1988 年 41 巻 6 号 p. 441-448
コレステロールとコール酸を含む分離大豆タンパク質を唯一のタンパク質源とし, 血漿Chol濃度に対する摂取タンパク質含量やメチオニンならびにその関連物質の添加による影響をDonryu系ラットを用いて検討した。
低分離大豆タンパク質飼料 (タンパク質含量7%) へのコレステロールとコール酸添加で体重は減少し, 血漿Chol濃度は顕著に上昇し高Chol血症を生じた。
飼料中分離大豆タンパク質含量の上昇によって成長は促進され, 血漿と肝臓のコレステロールは有意に低下し血漿HDL-コレステロールは上昇した。

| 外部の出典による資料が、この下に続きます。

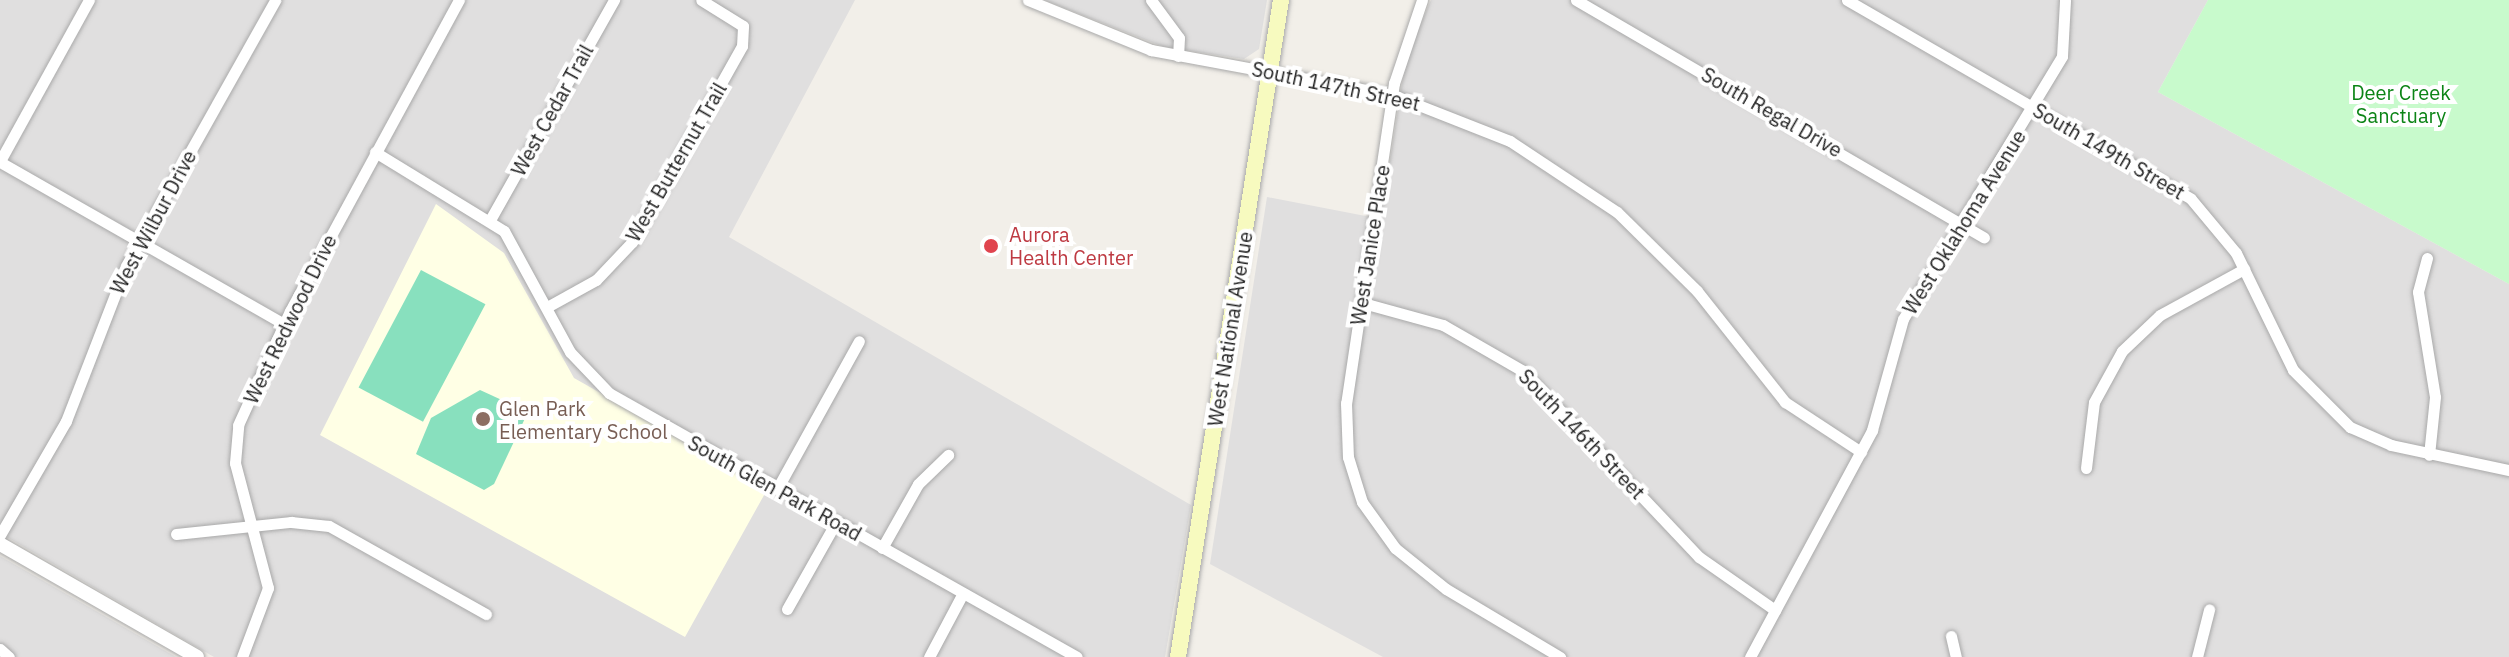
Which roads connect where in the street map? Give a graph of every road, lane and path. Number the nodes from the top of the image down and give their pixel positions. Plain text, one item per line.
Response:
1 (89, 0) edge
2 (275, 0) edge
3 (459, 0) edge
4 (614, 0) edge
5 (701, 0) edge
6 (1028, 0) edge
7 (1151, 0) edge
8 (1281, 0) edge
9 (1422, 0) edge
10 (1576, 0) edge
11 (1847, 0) edge
12 (2068, 1) edge
13 (1178, 56) junction
14 (1272, 70) junction
15 (1393, 95) junction
16 (2034, 108) junction
17 (375, 152) junction
18 (0, 161) edge
19 (490, 220) junction
20 (1966, 225) junction
21 (1984, 237) dead end
22 (139, 242) junction
23 (2427, 258) dead end
24 (2244, 269) junction
25 (1363, 303) junction
26 (547, 307) junction
27 (284, 324) junction
28 (859, 341) dead end
29 (1861, 452) junction
30 (948, 455) dead end
31 (2429, 455) junction
32 (2086, 468) dead end
33 (2509, 470) edge
34 (777, 489) junction
35 (836, 522) junction
36 (253, 525) junction
37 (176, 534) dead end
38 (0, 535) edge
39 (0, 544) edge
40 (882, 548) junction
41 (963, 593) junction
42 (787, 609) dead end
43 (1775, 610) junction
44 (2209, 610) dead end
45 (486, 614) dead end
46 (1951, 636) dead end
47 (0, 649) edge
48 (1064, 654) edge
49 (9, 657) edge
50 (197, 657) edge
51 (242, 657) edge
52 (929, 657) edge
53 (1077, 657) edge
54 (1178, 657) edge
55 (1560, 657) edge
56 (1750, 657) edge
57 (1956, 657) edge
58 (2197, 657) edge

1 - 18 street
2 - 22 street, West Wilbur Drive
3 - 17 street, West Redwood Drive
4 - 19 street, West Cedar Trail
5 - 26 street, West Butternut Trail
6 - 13 street, South 147th Street
7 - 13 street
8 - 14 main road, West National Avenue
9 - 15 street, West Janice Place
10 - 20 street, South Regal Drive
11 - 16 street, South 149th Street
12 - 16 street, West Oklahoma Avenue
13 - 14 street, South 147th Street
14 - 15 street, South 147th Street
14 - 54 main road, West National Avenue
15 - 25 street, West Janice Place
15 - 29 street, South 147th Street
16 - 20 street, West Oklahoma Avenue
16 - 24 street, South 149th Street
17 - 19 street, South Glen Park Road
17 - 27 street, West Redwood Drive
18 - 22 street
19 - 26 street, South Glen Park Road
20 - 21 street, South Regal Drive
20 - 29 street, West Oklahoma Avenue
22 - 27 street
22 - 38 street, West Wilbur Drive
23 - 31 street
24 - 31 street, South 149th Street
24 - 32 street
25 - 43 street, South 146th Street
25 - 55 street, West Janice Place
26 - 34 street, South Glen Park Road
27 - 36 street, West Redwood Drive
28 - 34 street
29 - 43 street, West Oklahoma Avenue
30 - 40 street
31 - 33 street, South 149th Street
34 - 35 street, South Glen Park Road
35 - 40 street, South Glen Park Road
35 - 42 street
36 - 37 street
36 - 45 street
36 - 51 street, West Redwood Drive
39 - 50 street
40 - 41 street, South Glen Park Road
41 - 48 street, South Glen Park Road
41 - 52 street
43 - 56 street, West Oklahoma Avenue
44 - 58 street
46 - 57 street
47 - 49 street
48 - 53 street, South Glen Park Road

低分離大豆タンパク質飼料へのメチオニン, シスチン, システイン, ホモシスチン添加で体重減少は抑制し, 血漿コレステロール濃度は顕著に低下し高コレステロール血症は改善された。しかし, S-メチル-L-システイン, システイン酸, タウリン添加による体重, 血漿コレステロール濃度の変動はなかった。血漿HDL-コレステロール濃度は, 低分離大豆タンパク質飼料へのメチオニンとスレオニンの組合せ添加で上昇した。